**** Records shown

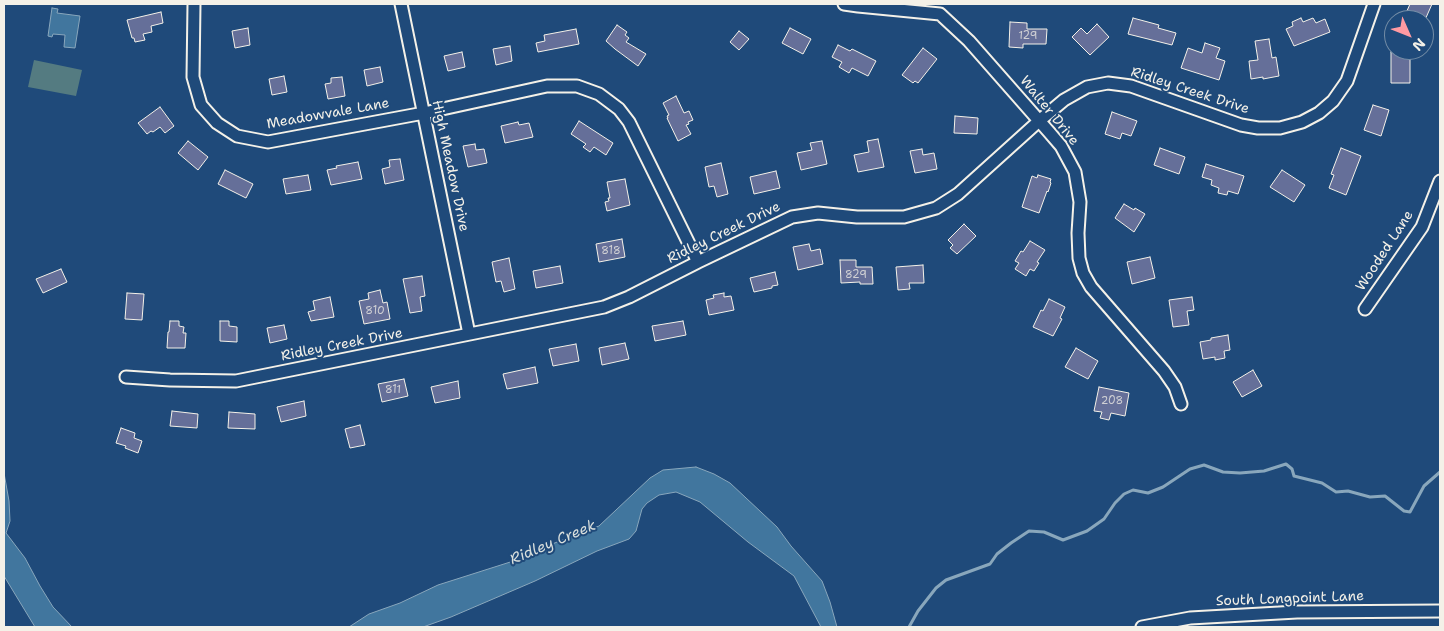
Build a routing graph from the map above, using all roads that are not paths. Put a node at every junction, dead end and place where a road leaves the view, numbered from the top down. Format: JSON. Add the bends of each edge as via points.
{"nodes":[{"id":1,"x":194,"y":4,"type":"edge"},
{"id":2,"x":401,"y":4,"type":"edge"},
{"id":3,"x":844,"y":4,"type":"edge"},
{"id":4,"x":1374,"y":4,"type":"edge"},
{"id":5,"x":942,"y":9,"type":"edge"},
{"id":6,"x":424,"y":113,"type":"junction"},
{"id":7,"x":1039,"y":121,"type":"junction"},
{"id":8,"x":1440,"y":181,"type":"edge"},
{"id":9,"x":698,"y":262,"type":"junction"},
{"id":10,"x":1365,"y":309,"type":"dead end"},
{"id":11,"x":469,"y":334,"type":"junction"},
{"id":12,"x":126,"y":377,"type":"dead end"},
{"id":13,"x":1181,"y":404,"type":"dead end"},
{"id":14,"x":1440,"y":611,"type":"edge"},
{"id":15,"x":1142,"y":627,"type":"edge"}],
"edges":[{"from":1,"to":6,"type":"street","name":"Meadowvale Lane","via":[[193,77],[201,104],[217,124],[237,136],[268,142]]},
{"from":2,"to":6,"type":"street","name":"High Meadow Drive"},
{"from":3,"to":5,"type":"street","name":"Walter Drive"},
{"from":4,"to":7,"type":"street","name":"Ridley Creek Drive","via":[[1347,81],[1333,101],[1302,122],[1280,128],[1247,126],[1131,86],[1108,83],[1087,87],[1064,100]]},
{"from":5,"to":7,"type":"street","name":"Walter Drive"},
{"from":6,"to":9,"type":"street","name":"Meadowvale Lane","via":[[547,86],[577,86],[600,94],[630,122]]},
{"from":6,"to":11,"type":"street","name":"High Meadow Drive"},
{"from":7,"to":9,"type":"street","name":"Ridley Creek Drive","via":[[958,194],[936,208],[904,217],[818,213],[792,217]]},
{"from":7,"to":13,"type":"street","name":"Walter Drive","via":[[1061,146],[1075,172],[1080,202],[1079,258],[1090,287],[1164,371]]},
{"from":8,"to":10,"type":"street","name":"Wooded Lane","via":[[1422,227]]},
{"from":9,"to":11,"type":"street","name":"Ridley Creek Drive","via":[[604,307]]},
{"from":11,"to":12,"type":"street","name":"Ridley Creek Drive","via":[[236,381]]},
{"from":14,"to":15,"type":"street","name":"South Longpoint Lane","via":[[1297,612],[1190,618]]}]}
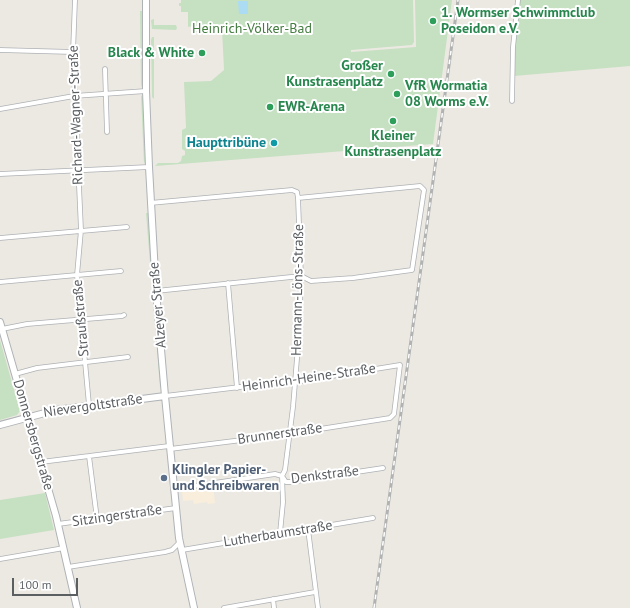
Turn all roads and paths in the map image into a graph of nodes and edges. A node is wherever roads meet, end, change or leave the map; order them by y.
1 (75, 0) edge
2 (146, 0) edge
3 (518, 0) edge
4 (0, 50) edge
5 (73, 52) junction
6 (105, 69) dead end
7 (146, 91) junction
8 (106, 93) junction
9 (74, 96) junction
10 (512, 101) dead end
11 (0, 109) edge
12 (107, 132) dead end
13 (149, 167) junction
14 (77, 170) junction
15 (0, 174) edge
16 (298, 198) junction
17 (150, 203) junction
18 (127, 227) dead end
19 (81, 230) junction
20 (0, 238) edge
21 (120, 271) dead end
22 (77, 275) junction
23 (301, 276) junction
24 (0, 282) edge
25 (228, 283) junction
26 (156, 291) junction
27 (124, 315) dead end
28 (80, 320) junction
29 (1, 325) edge
30 (128, 357) dead end
31 (85, 362) junction
32 (15, 374) junction
33 (295, 382) junction
34 (237, 388) junction
35 (164, 396) junction
36 (89, 406) junction
37 (28, 417) junction
38 (390, 418) joint
39 (0, 426) edge
40 (289, 433) junction
41 (170, 448) junction
42 (89, 456) junction
43 (41, 462) junction
44 (383, 468) dead end
45 (282, 476) junction
46 (174, 489) junction
47 (176, 508) junction
48 (373, 518) dead end
49 (97, 519) junction
50 (58, 524) junction
51 (308, 529) junction
52 (280, 533) junction
53 (180, 542) junction
54 (64, 548) junction
55 (182, 550) junction
56 (0, 558) edge
57 (68, 567) junction
58 (315, 592) junction
59 (273, 599) junction
60 (77, 608) edge
61 (194, 608) edge
62 (224, 608) edge
63 (274, 608) edge
64 (318, 608) edge

1 - 5 street, Richard-Wagner-Straße
2 - 7 street, Alzeyer Straße
3 - 10 street
4 - 5 street
5 - 9 street, Richard-Wagner-Straße
6 - 8 street
7 - 8 street
7 - 13 street, Alzeyer Straße
8 - 9 street
8 - 12 street
9 - 11 street
9 - 14 street, Richard-Wagner-Straße
13 - 14 street
13 - 17 street, Alzeyer Straße
14 - 15 street
14 - 19 street, Richard-Wagner-Straße
16 - 17 street
16 - 23 street, Hermann-Löns-Straße
16 - 23 street
17 - 26 street, Alzeyer Straße
18 - 19 street
19 - 20 street
19 - 22 street, Straußstraße
21 - 22 street
22 - 24 street
22 - 28 street, Straußstraße
23 - 25 street
23 - 33 street, Hermann-Löns-Straße
25 - 26 street
25 - 34 street
26 - 35 street, Alzeyer Straße
27 - 28 street
28 - 29 street
28 - 31 street, Straußstraße
29 - 32 street, Donnersbergstraße
30 - 31 street
31 - 32 street
31 - 36 street, Straußstraße
32 - 37 street, Donnersbergstraße
33 - 34 street, Heinrich-Heine-Straße
33 - 38 street, Heinrich-Heine-Straße
33 - 40 street, Hermann-Löns-Straße
34 - 35 street, Heinrich-Heine-Straße
35 - 36 street, Nievergoltstraße
35 - 41 street, Alzeyer Straße
36 - 37 street, Nievergoltstraße
37 - 39 street, Nievergoltstraße
37 - 43 street, Donnersbergstraße
38 - 40 street, Brunnerstraße
40 - 41 street, Brunnerstraße
40 - 45 street, Hermann-Löns-Straße
41 - 42 street, Brunnerstraße
41 - 46 street, Alzeyer Straße
42 - 43 street, Brunnerstraße
42 - 49 street
43 - 50 street, Donnersbergstraße
44 - 45 street, Denkstraße
45 - 46 street, Denkstraße
45 - 52 street, Hermann-Löns-Straße
46 - 47 street, Alzeyer Straße
47 - 49 street, Sitzingerstraße
47 - 53 street, Alzeyer Straße
48 - 51 street, Lutherbaumstraße
49 - 50 street, Sitzingerstraße
50 - 54 street, Donnersbergstraße
51 - 52 street, Lutherbaumstraße
51 - 58 street
52 - 55 street, Lutherbaumstraße
53 - 55 street, Alzeyer Straße
53 - 57 street
54 - 56 street
54 - 57 street, Donnersbergstraße
55 - 61 street, Alzeyer Straße
57 - 60 street, Donnersbergstraße
58 - 59 street
58 - 64 street
59 - 62 street
59 - 63 street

********

Output every entry word for word, but omit the pictures.

### Your response
Build a routing graph from the map above, using all roads that are not paths. Put a node at every junction, dead end and place where a road leaves the view, numbered from the top down. Format: JSON. Add the bends of each edge as via points.
{"nodes":[{"id":1,"x":194,"y":4,"type":"edge"},
{"id":2,"x":401,"y":4,"type":"edge"},
{"id":3,"x":844,"y":4,"type":"edge"},
{"id":4,"x":1374,"y":4,"type":"edge"},
{"id":5,"x":942,"y":9,"type":"edge"},
{"id":6,"x":424,"y":113,"type":"junction"},
{"id":7,"x":1039,"y":121,"type":"junction"},
{"id":8,"x":1440,"y":181,"type":"edge"},
{"id":9,"x":698,"y":262,"type":"junction"},
{"id":10,"x":1365,"y":309,"type":"dead end"},
{"id":11,"x":469,"y":334,"type":"junction"},
{"id":12,"x":126,"y":377,"type":"dead end"},
{"id":13,"x":1181,"y":404,"type":"dead end"},
{"id":14,"x":1440,"y":611,"type":"edge"},
{"id":15,"x":1142,"y":627,"type":"edge"}],
"edges":[{"from":1,"to":6,"type":"street","name":"Meadowvale Lane","via":[[193,77],[201,104],[217,124],[237,136],[268,142]]},
{"from":2,"to":6,"type":"street","name":"High Meadow Drive"},
{"from":3,"to":5,"type":"street","name":"Walter Drive"},
{"from":4,"to":7,"type":"street","name":"Ridley Creek Drive","via":[[1347,81],[1333,101],[1302,122],[1280,128],[1247,126],[1131,86],[1108,83],[1087,87],[1064,100]]},
{"from":5,"to":7,"type":"street","name":"Walter Drive"},
{"from":6,"to":9,"type":"street","name":"Meadowvale Lane","via":[[547,86],[577,86],[600,94],[630,122]]},
{"from":6,"to":11,"type":"street","name":"High Meadow Drive"},
{"from":7,"to":9,"type":"street","name":"Ridley Creek Drive","via":[[958,194],[936,208],[904,217],[818,213],[792,217]]},
{"from":7,"to":13,"type":"street","name":"Walter Drive","via":[[1061,146],[1075,172],[1080,202],[1079,258],[1090,287],[1164,371]]},
{"from":8,"to":10,"type":"street","name":"Wooded Lane","via":[[1422,227]]},
{"from":9,"to":11,"type":"street","name":"Ridley Creek Drive","via":[[604,307]]},
{"from":11,"to":12,"type":"street","name":"Ridley Creek Drive","via":[[236,381]]},
{"from":14,"to":15,"type":"street","name":"South Longpoint Lane","via":[[1297,612],[1190,618]]}]}
Turn all roads and paths in the map image into a graph of nodes and edges. A node is wherever roads meet, end, change or leave the map; order them by y.
1 (75, 0) edge
2 (146, 0) edge
3 (518, 0) edge
4 (0, 50) edge
5 (73, 52) junction
6 (105, 69) dead end
7 (146, 91) junction
8 (106, 93) junction
9 (74, 96) junction
10 (512, 101) dead end
11 (0, 109) edge
12 (107, 132) dead end
13 (149, 167) junction
14 (77, 170) junction
15 (0, 174) edge
16 (298, 198) junction
17 (150, 203) junction
18 (127, 227) dead end
19 (81, 230) junction
20 (0, 238) edge
21 (120, 271) dead end
22 (77, 275) junction
23 (301, 276) junction
24 (0, 282) edge
25 (228, 283) junction
26 (156, 291) junction
27 (124, 315) dead end
28 (80, 320) junction
29 (1, 325) edge
30 (128, 357) dead end
31 (85, 362) junction
32 (15, 374) junction
33 (295, 382) junction
34 (237, 388) junction
35 (164, 396) junction
36 (89, 406) junction
37 (28, 417) junction
38 (390, 418) joint
39 (0, 426) edge
40 (289, 433) junction
41 (170, 448) junction
42 (89, 456) junction
43 (41, 462) junction
44 (383, 468) dead end
45 (282, 476) junction
46 (174, 489) junction
47 (176, 508) junction
48 (373, 518) dead end
49 (97, 519) junction
50 (58, 524) junction
51 (308, 529) junction
52 (280, 533) junction
53 (180, 542) junction
54 (64, 548) junction
55 (182, 550) junction
56 (0, 558) edge
57 (68, 567) junction
58 (315, 592) junction
59 (273, 599) junction
60 (77, 608) edge
61 (194, 608) edge
62 (224, 608) edge
63 (274, 608) edge
64 (318, 608) edge

1 - 5 street, Richard-Wagner-Straße
2 - 7 street, Alzeyer Straße
3 - 10 street
4 - 5 street
5 - 9 street, Richard-Wagner-Straße
6 - 8 street
7 - 8 street
7 - 13 street, Alzeyer Straße
8 - 9 street
8 - 12 street
9 - 11 street
9 - 14 street, Richard-Wagner-Straße
13 - 14 street
13 - 17 street, Alzeyer Straße
14 - 15 street
14 - 19 street, Richard-Wagner-Straße
16 - 17 street
16 - 23 street, Hermann-Löns-Straße
16 - 23 street
17 - 26 street, Alzeyer Straße
18 - 19 street
19 - 20 street
19 - 22 street, Straußstraße
21 - 22 street
22 - 24 street
22 - 28 street, Straußstraße
23 - 25 street
23 - 33 street, Hermann-Löns-Straße
25 - 26 street
25 - 34 street
26 - 35 street, Alzeyer Straße
27 - 28 street
28 - 29 street
28 - 31 street, Straußstraße
29 - 32 street, Donnersbergstraße
30 - 31 street
31 - 32 street
31 - 36 street, Straußstraße
32 - 37 street, Donnersbergstraße
33 - 34 street, Heinrich-Heine-Straße
33 - 38 street, Heinrich-Heine-Straße
33 - 40 street, Hermann-Löns-Straße
34 - 35 street, Heinrich-Heine-Straße
35 - 36 street, Nievergoltstraße
35 - 41 street, Alzeyer Straße
36 - 37 street, Nievergoltstraße
37 - 39 street, Nievergoltstraße
37 - 43 street, Donnersbergstraße
38 - 40 street, Brunnerstraße
40 - 41 street, Brunnerstraße
40 - 45 street, Hermann-Löns-Straße
41 - 42 street, Brunnerstraße
41 - 46 street, Alzeyer Straße
42 - 43 street, Brunnerstraße
42 - 49 street
43 - 50 street, Donnersbergstraße
44 - 45 street, Denkstraße
45 - 46 street, Denkstraße
45 - 52 street, Hermann-Löns-Straße
46 - 47 street, Alzeyer Straße
47 - 49 street, Sitzingerstraße
47 - 53 street, Alzeyer Straße
48 - 51 street, Lutherbaumstraße
49 - 50 street, Sitzingerstraße
50 - 54 street, Donnersbergstraße
51 - 52 street, Lutherbaumstraße
51 - 58 street
52 - 55 street, Lutherbaumstraße
53 - 55 street, Alzeyer Straße
53 - 57 street
54 - 56 street
54 - 57 street, Donnersbergstraße
55 - 61 street, Alzeyer Straße
57 - 60 street, Donnersbergstraße
58 - 59 street
58 - 64 street
59 - 62 street
59 - 63 street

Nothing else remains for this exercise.